Start of DATASET ENTRIES

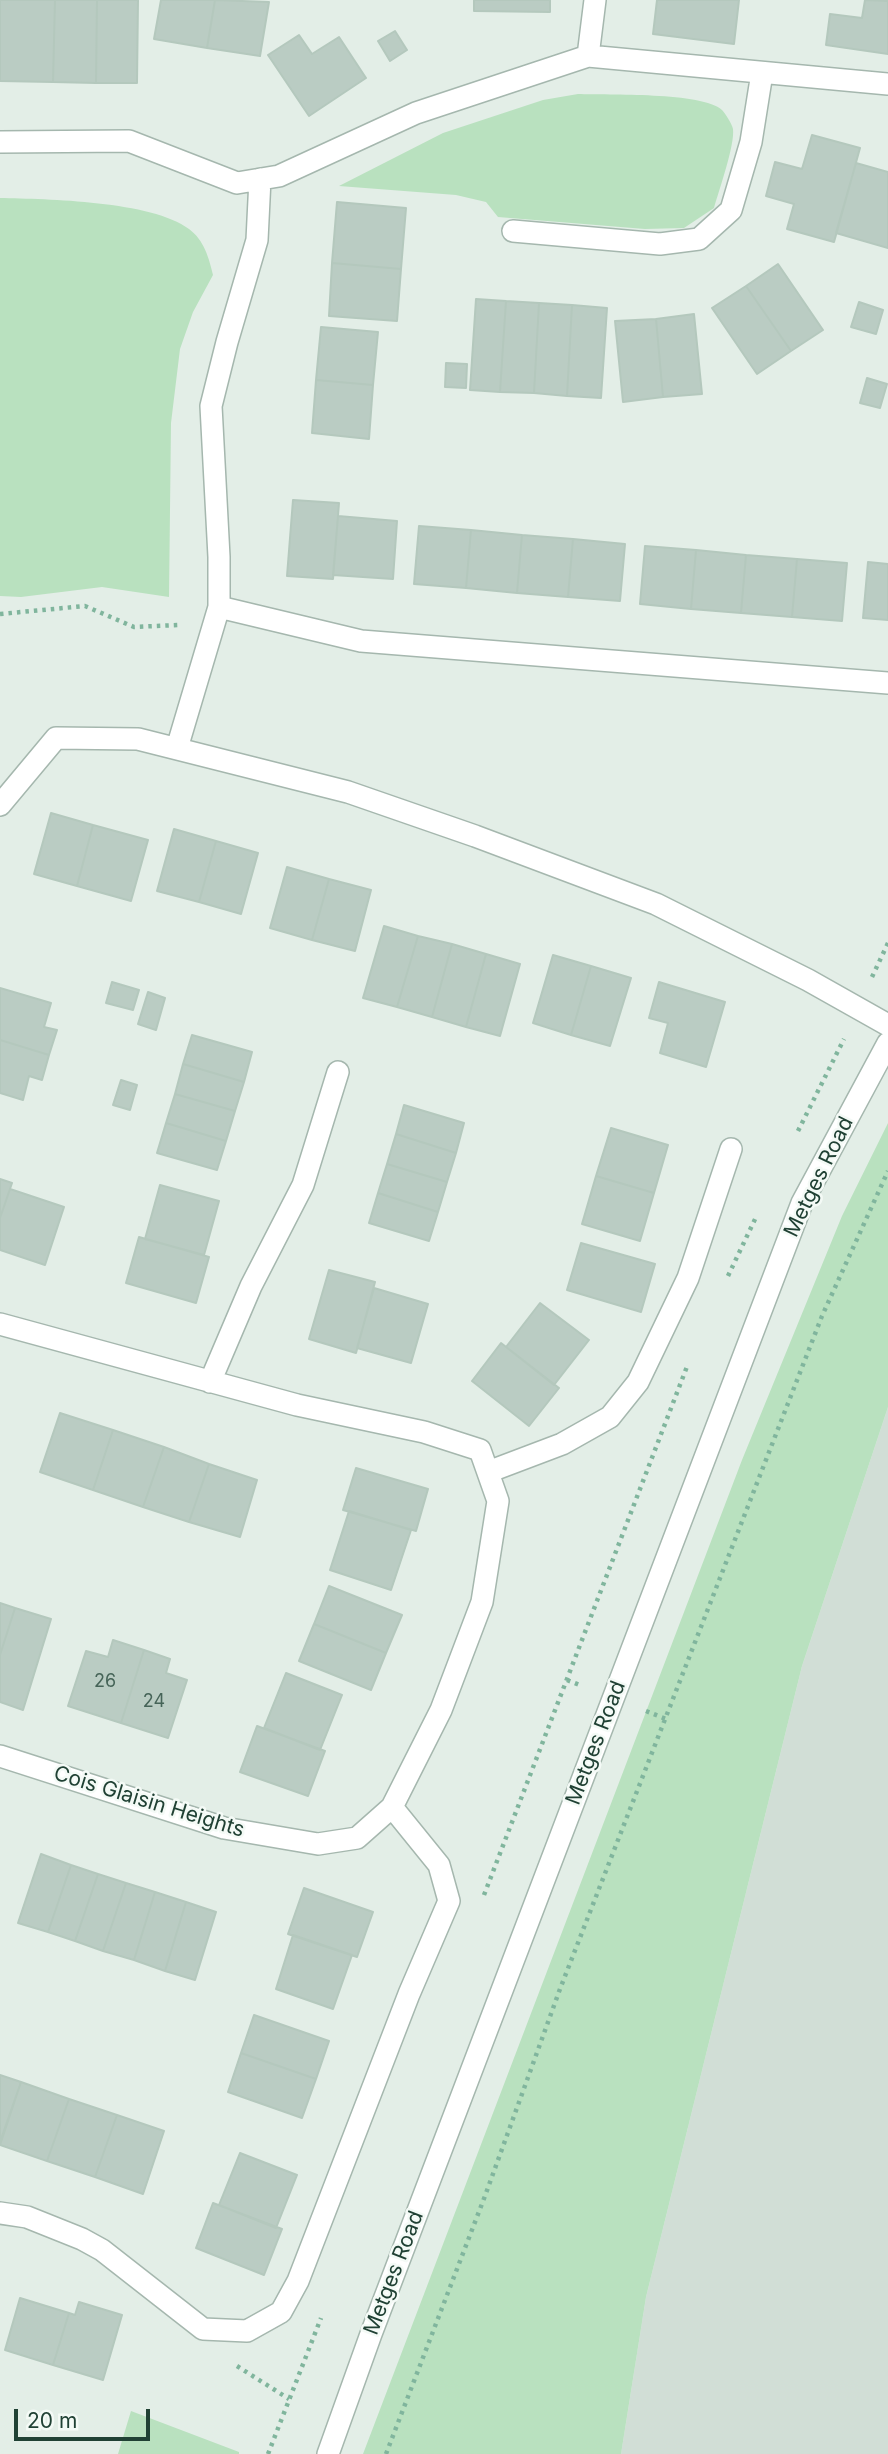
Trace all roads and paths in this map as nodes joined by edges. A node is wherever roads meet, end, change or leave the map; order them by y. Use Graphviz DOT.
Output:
graph roads {
  1 [pos="595,0"];
  2 [pos="588,56"];
  3 [pos="762,73"];
  4 [pos="888,84"];
  5 [pos="0,142"];
  6 [pos="260,179"];
  7 [pos="513,230"];
  8 [pos="0,614"];
  9 [pos="216,615"];
  10 [pos="888,683"];
  11 [pos="177,747"];
  12 [pos="0,805"];
  13 [pos="888,943"];
  14 [pos="858,1008"];
  15 [pos="888,1025"];
  16 [pos="888,1043"];
  17 [pos="338,1072"];
  18 [pos="792,1143"];
  19 [pos="731,1149"];
  20 [pos="888,1171"];
  21 [pos="763,1203"];
  22 [pos="722,1288"];
  23 [pos="0,1324"];
  24 [pos="689,1362"];
  25 [pos="210,1382"];
  26 [pos="488,1472"];
  27 [pos="0,1756"];
  28 [pos="392,1807"];
  29 [pos="484,1896"];
  30 [pos="0,2213"];
  31 [pos="324,2308"];
  32 [pos="247,2331"];
  33 [pos="289,2399"];
  34 [pos="268,2454"];
  35 [pos="328,2454"];
  36 [pos="386,2454"];
  1 -- 2 [label="street"];
  2 -- 3 [label="street"];
  2 -- 6 [label="street"];
  3 -- 4 [label="street"];
  3 -- 7 [label="street"];
  5 -- 6 [label="street"];
  6 -- 9 [label="street"];
  8 -- 9 [label="path"];
  9 -- 10 [label="street"];
  9 -- 11 [label="street"];
  11 -- 12 [label="street"];
  11 -- 14 [label="street"];
  13 -- 14 [label="path"];
  14 -- 15 [label="street"];
  14 -- 18 [label="path"];
  16 -- 35 [label="street, Metges Road"];
  17 -- 25 [label="street"];
  19 -- 26 [label="street"];
  20 -- 36 [label="path"];
  21 -- 22 [label="path"];
  23 -- 25 [label="street, Cois Glaisin Heights"];
  24 -- 29 [label="path"];
  25 -- 26 [label="street, Cois Glaisin Heights"];
  26 -- 28 [label="street, Cois Glaisin Heights"];
  27 -- 28 [label="street, Cois Glaisin Heights"];
  28 -- 32 [label="street"];
  30 -- 32 [label="street"];
  31 -- 33 [label="path"];
  32 -- 33 [label="path"];
  33 -- 34 [label="path"];
}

End of DATASET ENTRIES

# [GOAL OF THE EXERCISE]
Would you retype all the lines shown above, exactly as written and without any picture?

# [SOLVED PROBLEM]
Trace all roads and paths in this map as nodes joined by edges. A node is wherever roads meet, end, change or leave the map; order them by y. Use Graphviz DOT.
Output:
graph roads {
  1 [pos="595,0"];
  2 [pos="588,56"];
  3 [pos="762,73"];
  4 [pos="888,84"];
  5 [pos="0,142"];
  6 [pos="260,179"];
  7 [pos="513,230"];
  8 [pos="0,614"];
  9 [pos="216,615"];
  10 [pos="888,683"];
  11 [pos="177,747"];
  12 [pos="0,805"];
  13 [pos="888,943"];
  14 [pos="858,1008"];
  15 [pos="888,1025"];
  16 [pos="888,1043"];
  17 [pos="338,1072"];
  18 [pos="792,1143"];
  19 [pos="731,1149"];
  20 [pos="888,1171"];
  21 [pos="763,1203"];
  22 [pos="722,1288"];
  23 [pos="0,1324"];
  24 [pos="689,1362"];
  25 [pos="210,1382"];
  26 [pos="488,1472"];
  27 [pos="0,1756"];
  28 [pos="392,1807"];
  29 [pos="484,1896"];
  30 [pos="0,2213"];
  31 [pos="324,2308"];
  32 [pos="247,2331"];
  33 [pos="289,2399"];
  34 [pos="268,2454"];
  35 [pos="328,2454"];
  36 [pos="386,2454"];
  1 -- 2 [label="street"];
  2 -- 3 [label="street"];
  2 -- 6 [label="street"];
  3 -- 4 [label="street"];
  3 -- 7 [label="street"];
  5 -- 6 [label="street"];
  6 -- 9 [label="street"];
  8 -- 9 [label="path"];
  9 -- 10 [label="street"];
  9 -- 11 [label="street"];
  11 -- 12 [label="street"];
  11 -- 14 [label="street"];
  13 -- 14 [label="path"];
  14 -- 15 [label="street"];
  14 -- 18 [label="path"];
  16 -- 35 [label="street, Metges Road"];
  17 -- 25 [label="street"];
  19 -- 26 [label="street"];
  20 -- 36 [label="path"];
  21 -- 22 [label="path"];
  23 -- 25 [label="street, Cois Glaisin Heights"];
  24 -- 29 [label="path"];
  25 -- 26 [label="street, Cois Glaisin Heights"];
  26 -- 28 [label="street, Cois Glaisin Heights"];
  27 -- 28 [label="street, Cois Glaisin Heights"];
  28 -- 32 [label="street"];
  30 -- 32 [label="street"];
  31 -- 33 [label="path"];
  32 -- 33 [label="path"];
  33 -- 34 [label="path"];
}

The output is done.